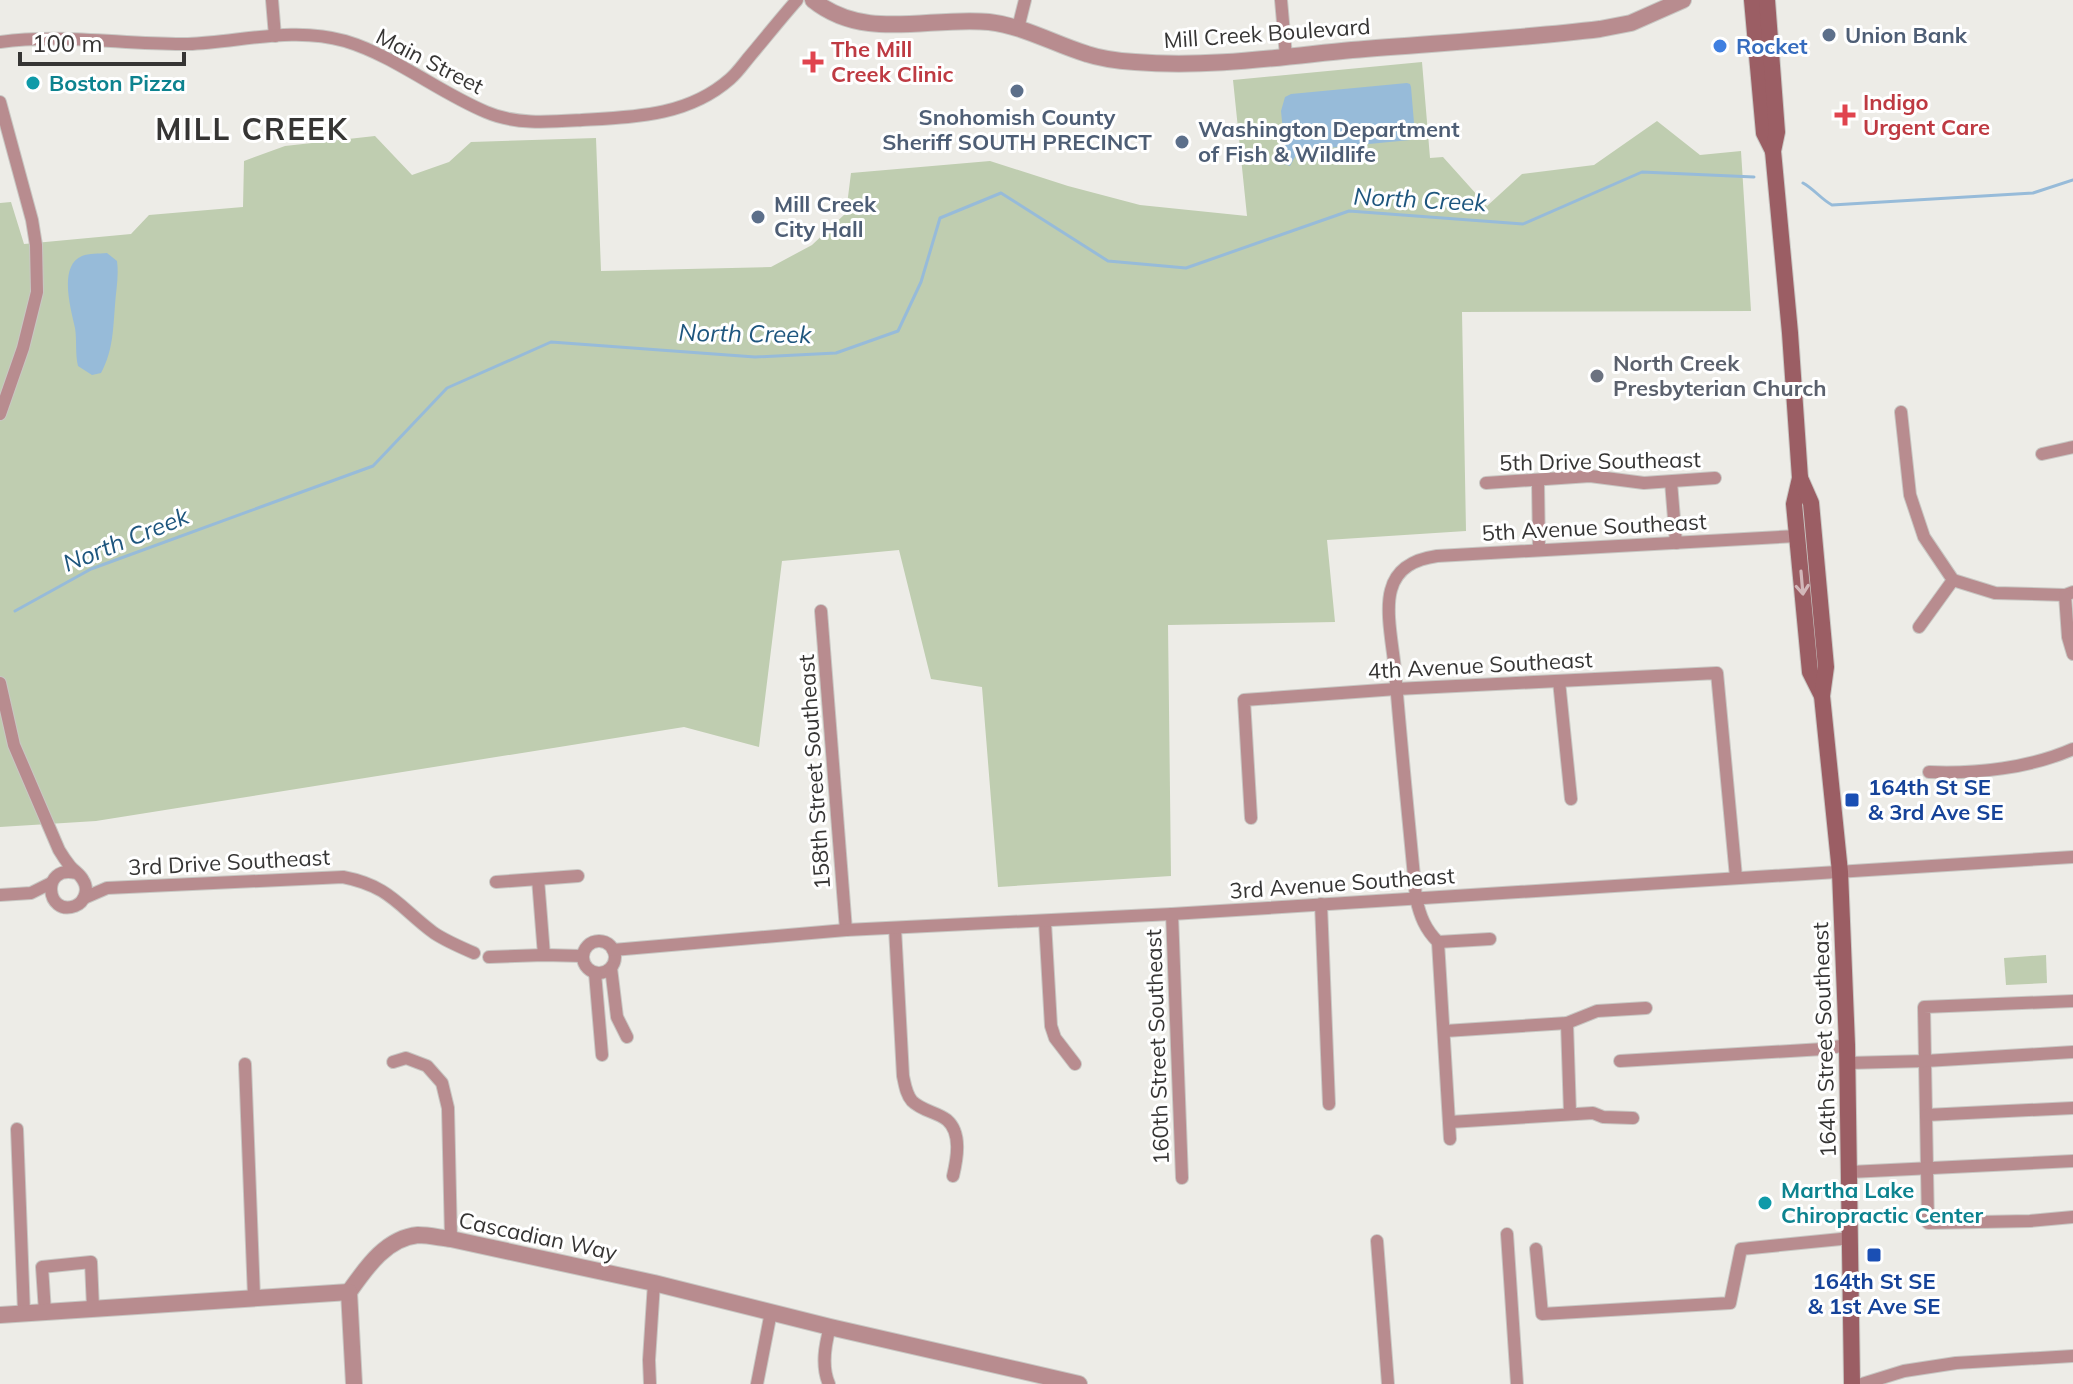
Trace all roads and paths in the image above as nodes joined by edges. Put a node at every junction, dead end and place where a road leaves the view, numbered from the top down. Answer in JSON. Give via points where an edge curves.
{"nodes":[{"id":1,"x":272,"y":0,"type":"edge"},
{"id":2,"x":797,"y":0,"type":"edge"},
{"id":3,"x":813,"y":0,"type":"edge"},
{"id":4,"x":1025,"y":0,"type":"edge"},
{"id":5,"x":1281,"y":0,"type":"edge"},
{"id":6,"x":1683,"y":0,"type":"edge"},
{"id":7,"x":1752,"y":0,"type":"edge"},
{"id":8,"x":1767,"y":0,"type":"edge"},
{"id":9,"x":1018,"y":28,"type":"junction"},
{"id":10,"x":275,"y":36,"type":"junction"},
{"id":11,"x":0,"y":42,"type":"edge"},
{"id":12,"x":1286,"y":56,"type":"junction"},
{"id":13,"x":0,"y":102,"type":"edge"},
{"id":14,"x":1773,"y":151,"type":"junction"},
{"id":15,"x":1901,"y":412,"type":"dead end"},
{"id":16,"x":0,"y":414,"type":"edge"},
{"id":17,"x":2073,"y":447,"type":"edge"},
{"id":18,"x":2042,"y":454,"type":"dead end"},
{"id":19,"x":1715,"y":478,"type":"dead end"},
{"id":20,"x":1800,"y":478,"type":"junction"},
{"id":21,"x":1538,"y":481,"type":"junction"},
{"id":22,"x":1671,"y":482,"type":"junction"},
{"id":23,"x":1486,"y":483,"type":"dead end"},
{"id":24,"x":1797,"y":536,"type":"junction"},
{"id":25,"x":1676,"y":543,"type":"junction"},
{"id":26,"x":1539,"y":550,"type":"junction"},
{"id":27,"x":1953,"y":580,"type":"junction"},
{"id":28,"x":2069,"y":593,"type":"edge"},
{"id":29,"x":821,"y":611,"type":"dead end"},
{"id":30,"x":1919,"y":627,"type":"dead end"},
{"id":31,"x":2073,"y":654,"type":"edge"},
{"id":32,"x":1559,"y":681,"type":"junction"},
{"id":33,"x":0,"y":683,"type":"edge"},
{"id":34,"x":1396,"y":689,"type":"junction"},
{"id":35,"x":1822,"y":696,"type":"junction"},
{"id":36,"x":2073,"y":749,"type":"edge"},
{"id":37,"x":1929,"y":772,"type":"dead end"},
{"id":38,"x":1571,"y":799,"type":"dead end"},
{"id":39,"x":1251,"y":818,"type":"dead end"},
{"id":40,"x":59,"y":850,"type":"junction"},
{"id":41,"x":2073,"y":857,"type":"edge"},
{"id":42,"x":1840,"y":872,"type":"junction"},
{"id":43,"x":78,"y":875,"type":"junction"},
{"id":44,"x":578,"y":876,"type":"dead end"},
{"id":45,"x":1736,"y":877,"type":"junction"},
{"id":46,"x":538,"y":879,"type":"junction"},
{"id":47,"x":53,"y":880,"type":"junction"},
{"id":48,"x":496,"y":882,"type":"dead end"},
{"id":49,"x":107,"y":888,"type":"junction"},
{"id":50,"x":31,"y":893,"type":"junction"},
{"id":51,"x":0,"y":895,"type":"edge"},
{"id":52,"x":84,"y":898,"type":"junction"},
{"id":53,"x":1416,"y":898,"type":"junction"},
{"id":54,"x":58,"y":904,"type":"junction"},
{"id":55,"x":1321,"y":904,"type":"junction"},
{"id":56,"x":1172,"y":914,"type":"junction"},
{"id":57,"x":1045,"y":922,"type":"junction"},
{"id":58,"x":895,"y":928,"type":"junction"},
{"id":59,"x":846,"y":930,"type":"junction"},
{"id":60,"x":1490,"y":939,"type":"dead end"},
{"id":61,"x":1438,"y":942,"type":"junction"},
{"id":62,"x":613,"y":950,"type":"junction"},
{"id":63,"x":474,"y":953,"type":"dead end"},
{"id":64,"x":544,"y":955,"type":"junction"},
{"id":65,"x":583,"y":956,"type":"junction"},
{"id":66,"x":489,"y":957,"type":"dead end"},
{"id":67,"x":611,"y":968,"type":"junction"},
{"id":68,"x":595,"y":973,"type":"junction"},
{"id":69,"x":2073,"y":1001,"type":"edge"},
{"id":70,"x":1646,"y":1008,"type":"dead end"},
{"id":71,"x":1567,"y":1023,"type":"junction"},
{"id":72,"x":1445,"y":1031,"type":"junction"},
{"id":73,"x":627,"y":1037,"type":"dead end"},
{"id":74,"x":1847,"y":1045,"type":"junction"},
{"id":75,"x":2073,"y":1052,"type":"edge"},
{"id":76,"x":602,"y":1055,"type":"dead end"},
{"id":77,"x":1620,"y":1061,"type":"dead end"},
{"id":78,"x":1925,"y":1061,"type":"junction"},
{"id":79,"x":393,"y":1062,"type":"dead end"},
{"id":80,"x":1848,"y":1063,"type":"junction"},
{"id":81,"x":245,"y":1064,"type":"dead end"},
{"id":82,"x":1075,"y":1064,"type":"dead end"},
{"id":83,"x":1329,"y":1104,"type":"dead end"},
{"id":84,"x":2073,"y":1108,"type":"edge"},
{"id":85,"x":1570,"y":1114,"type":"junction"},
{"id":86,"x":1926,"y":1115,"type":"junction"},
{"id":87,"x":1633,"y":1118,"type":"dead end"},
{"id":88,"x":1450,"y":1122,"type":"junction"},
{"id":89,"x":17,"y":1129,"type":"dead end"},
{"id":90,"x":1450,"y":1139,"type":"dead end"},
{"id":91,"x":2073,"y":1161,"type":"edge"},
{"id":92,"x":1927,"y":1169,"type":"junction"},
{"id":93,"x":1850,"y":1172,"type":"junction"},
{"id":94,"x":953,"y":1176,"type":"dead end"},
{"id":95,"x":1182,"y":1178,"type":"dead end"},
{"id":96,"x":2073,"y":1217,"type":"edge"},
{"id":97,"x":1507,"y":1234,"type":"dead end"},
{"id":98,"x":1851,"y":1238,"type":"junction"},
{"id":99,"x":451,"y":1239,"type":"junction"},
{"id":100,"x":1377,"y":1241,"type":"dead end"},
{"id":101,"x":1536,"y":1249,"type":"dead end"},
{"id":102,"x":654,"y":1283,"type":"junction"},
{"id":103,"x":349,"y":1292,"type":"junction"},
{"id":104,"x":254,"y":1297,"type":"junction"},
{"id":105,"x":93,"y":1308,"type":"junction"},
{"id":106,"x":45,"y":1312,"type":"junction"},
{"id":107,"x":771,"y":1312,"type":"junction"},
{"id":108,"x":24,"y":1313,"type":"junction"},
{"id":109,"x":0,"y":1315,"type":"edge"},
{"id":110,"x":830,"y":1327,"type":"junction"},
{"id":111,"x":2073,"y":1356,"type":"edge"},
{"id":112,"x":1026,"y":1378,"type":"edge"},
{"id":113,"x":354,"y":1384,"type":"edge"},
{"id":114,"x":650,"y":1384,"type":"edge"},
{"id":115,"x":757,"y":1384,"type":"edge"},
{"id":116,"x":829,"y":1384,"type":"edge"},
{"id":117,"x":1079,"y":1384,"type":"edge"},
{"id":118,"x":1388,"y":1384,"type":"edge"},
{"id":119,"x":1517,"y":1384,"type":"edge"},
{"id":120,"x":1852,"y":1384,"type":"edge"},
{"id":121,"x":1862,"y":1384,"type":"edge"}],
"edges":[{"from":1,"to":10,"type":"street"},
{"from":2,"to":10,"type":"street","name":"Main Street","via":[[731,78],[692,104],[640,117],[536,122],[489,114],[346,42]]},
{"from":3,"to":9,"type":"street","name":"Mill Creek Boulevard","via":[[872,25],[957,21]]},
{"from":4,"to":9,"type":"street"},
{"from":5,"to":12,"type":"street"},
{"from":6,"to":12,"type":"street","name":"Mill Creek Boulevard","via":[[1631,23],[1600,29]]},
{"from":7,"to":14,"type":"main road","name":"164th Street Southeast","via":[[1764,133]]},
{"from":8,"to":14,"type":"main road","name":"164th Street Southeast","via":[[1777,132]]},
{"from":9,"to":12,"type":"street","name":"Mill Creek Boulevard","via":[[1114,60],[1189,65]]},
{"from":10,"to":11,"type":"street","name":"Main Street","via":[[189,44],[71,38]]},
{"from":13,"to":16,"type":"street","via":[[32,220],[37,292]]},
{"from":14,"to":20,"type":"main road","name":"164th Street Southeast"},
{"from":15,"to":27,"type":"street","via":[[1910,495],[1924,537]]},
{"from":17,"to":18,"type":"street"},
{"from":19,"to":22,"type":"street","name":"5th Drive Southeast"},
{"from":20,"to":24,"type":"main road","name":"164th Street Southeast","via":[[1794,504]]},
{"from":20,"to":35,"type":"main road","name":"164th Street Southeast","via":[[1811,503],[1826,667]]},
{"from":21,"to":22,"type":"street","name":"5th Drive Southeast","via":[[1590,476]]},
{"from":21,"to":23,"type":"street","name":"5th Drive Southeast"},
{"from":21,"to":26,"type":"street"},
{"from":22,"to":25,"type":"street"},
{"from":24,"to":25,"type":"street","name":"5th Avenue Southeast"},
{"from":24,"to":35,"type":"main road","name":"164th Street Southeast","one_way":true,"via":[[1810,672]]},
{"from":25,"to":26,"type":"street","name":"5th Avenue Southeast"},
{"from":26,"to":34,"type":"street","name":"5th Avenue Southeast","via":[[1421,558],[1397,575],[1390,592]]},
{"from":27,"to":28,"type":"street","via":[[1995,593]]},
{"from":27,"to":30,"type":"street"},
{"from":28,"to":31,"type":"street"},
{"from":29,"to":59,"type":"street","name":"158th Street Southeast"},
{"from":32,"to":34,"type":"street","name":"4th Avenue Southeast"},
{"from":32,"to":38,"type":"street"},
{"from":32,"to":45,"type":"street","name":"4th Avenue Southeast","via":[[1717,673]]},
{"from":33,"to":40,"type":"street","via":[[14,745]]},
{"from":34,"to":39,"type":"street","name":"4th Avenue Southeast","via":[[1244,700]]},
{"from":34,"to":53,"type":"street"},
{"from":35,"to":42,"type":"main road","name":"164th Street Southeast"},
{"from":36,"to":37,"type":"street","via":[[2004,767]]},
{"from":40,"to":43,"type":"street"},
{"from":40,"to":47,"type":"street"},
{"from":41,"to":42,"type":"street","name":"3rd Avenue Southeast"},
{"from":42,"to":45,"type":"street","name":"3rd Avenue Southeast"},
{"from":42,"to":74,"type":"main road","name":"164th Street Southeast"},
{"from":43,"to":47,"type":"street","via":[[64,872]]},
{"from":43,"to":49,"type":"street","name":"3rd Drive Southeast"},
{"from":43,"to":52,"type":"street","via":[[86,887]]},
{"from":44,"to":46,"type":"street"},
{"from":45,"to":53,"type":"street","name":"3rd Avenue Southeast"},
{"from":46,"to":48,"type":"street"},
{"from":46,"to":64,"type":"street"},
{"from":47,"to":50,"type":"street"},
{"from":47,"to":54,"type":"street","via":[[51,895]]},
{"from":49,"to":52,"type":"street","name":"3rd Drive Southeast"},
{"from":49,"to":63,"type":"street","name":"3rd Drive Southeast","via":[[343,877],[385,891],[435,933]]},
{"from":50,"to":51,"type":"street"},
{"from":50,"to":54,"type":"street"},
{"from":52,"to":54,"type":"street","via":[[75,906]]},
{"from":53,"to":55,"type":"street","name":"3rd Avenue Southeast"},
{"from":53,"to":61,"type":"street","via":[[1420,916]]},
{"from":55,"to":56,"type":"street","name":"3rd Avenue Southeast"},
{"from":55,"to":83,"type":"street"},
{"from":56,"to":57,"type":"street","name":"3rd Avenue Southeast"},
{"from":56,"to":95,"type":"street","name":"160th Street Southeast"},
{"from":57,"to":58,"type":"street","name":"3rd Avenue Southeast"},
{"from":57,"to":82,"type":"street","via":[[1051,1026]]},
{"from":58,"to":59,"type":"street","name":"3rd Avenue Southeast"},
{"from":58,"to":94,"type":"street","via":[[903,1076],[910,1098],[953,1129]]},
{"from":59,"to":62,"type":"street","name":"3rd Avenue Southeast"},
{"from":60,"to":61,"type":"street"},
{"from":61,"to":72,"type":"street"},
{"from":62,"to":65,"type":"street","via":[[596,941]]},
{"from":62,"to":67,"type":"street"},
{"from":64,"to":65,"type":"street"},
{"from":64,"to":66,"type":"street"},
{"from":65,"to":68,"type":"street"},
{"from":67,"to":68,"type":"street"},
{"from":67,"to":73,"type":"street","via":[[617,1017]]},
{"from":68,"to":76,"type":"street"},
{"from":69,"to":78,"type":"street","via":[[1924,1007]]},
{"from":70,"to":71,"type":"street","via":[[1597,1011]]},
{"from":71,"to":72,"type":"street"},
{"from":71,"to":85,"type":"street"},
{"from":72,"to":88,"type":"street"},
{"from":74,"to":77,"type":"street"},
{"from":74,"to":80,"type":"main road","name":"164th Street Southeast"},
{"from":75,"to":78,"type":"street"},
{"from":78,"to":80,"type":"street"},
{"from":78,"to":86,"type":"street"},
{"from":79,"to":99,"type":"street","via":[[406,1058],[427,1066],[442,1083],[448,1108]]},
{"from":80,"to":93,"type":"main road","name":"164th Street Southeast"},
{"from":81,"to":104,"type":"street"},
{"from":84,"to":86,"type":"street"},
{"from":85,"to":87,"type":"street"},
{"from":85,"to":88,"type":"street"},
{"from":86,"to":92,"type":"street"},
{"from":88,"to":90,"type":"street"},
{"from":89,"to":108,"type":"street"},
{"from":91,"to":92,"type":"street"},
{"from":92,"to":93,"type":"street"},
{"from":92,"to":96,"type":"street","via":[[1928,1223]]},
{"from":93,"to":98,"type":"main road","name":"164th Street Southeast"},
{"from":97,"to":119,"type":"street"},
{"from":98,"to":101,"type":"street","via":[[1741,1249],[1730,1303],[1542,1314]]},
{"from":98,"to":120,"type":"main road","name":"164th Street Southeast"},
{"from":99,"to":102,"type":"street","name":"Cascadian Way"},
{"from":99,"to":103,"type":"street","name":"Cascadian Way","via":[[409,1237],[369,1264]]},
{"from":100,"to":118,"type":"street"},
{"from":102,"to":107,"type":"street","name":"Cascadian Way"},
{"from":102,"to":114,"type":"street"},
{"from":103,"to":104,"type":"street"},
{"from":103,"to":113,"type":"street"},
{"from":104,"to":105,"type":"street"},
{"from":105,"to":106,"type":"street"},
{"from":105,"to":106,"type":"street","via":[[91,1262],[42,1267]]},
{"from":106,"to":108,"type":"street"},
{"from":107,"to":110,"type":"street","name":"Cascadian Way"},
{"from":107,"to":115,"type":"street"},
{"from":108,"to":109,"type":"street"},
{"from":110,"to":112,"type":"street","name":"Cascadian Way"},
{"from":110,"to":116,"type":"street","via":[[825,1358]]},
{"from":111,"to":121,"type":"street","via":[[1956,1363]]},
{"from":112,"to":117,"type":"street","name":"Cascadian Way"}]}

- _Action item_
Find every line in the records above that holds the word "nodes", and copy each one.

- _Your response_
Trace all roads and paths in the image above as nodes joined by edges. Put a node at every junction, dead end and place where a road leaves the view, numbered from the top down. Answer in JSON. Give via points where an edge curves.
{"nodes":[{"id":1,"x":272,"y":0,"type":"edge"},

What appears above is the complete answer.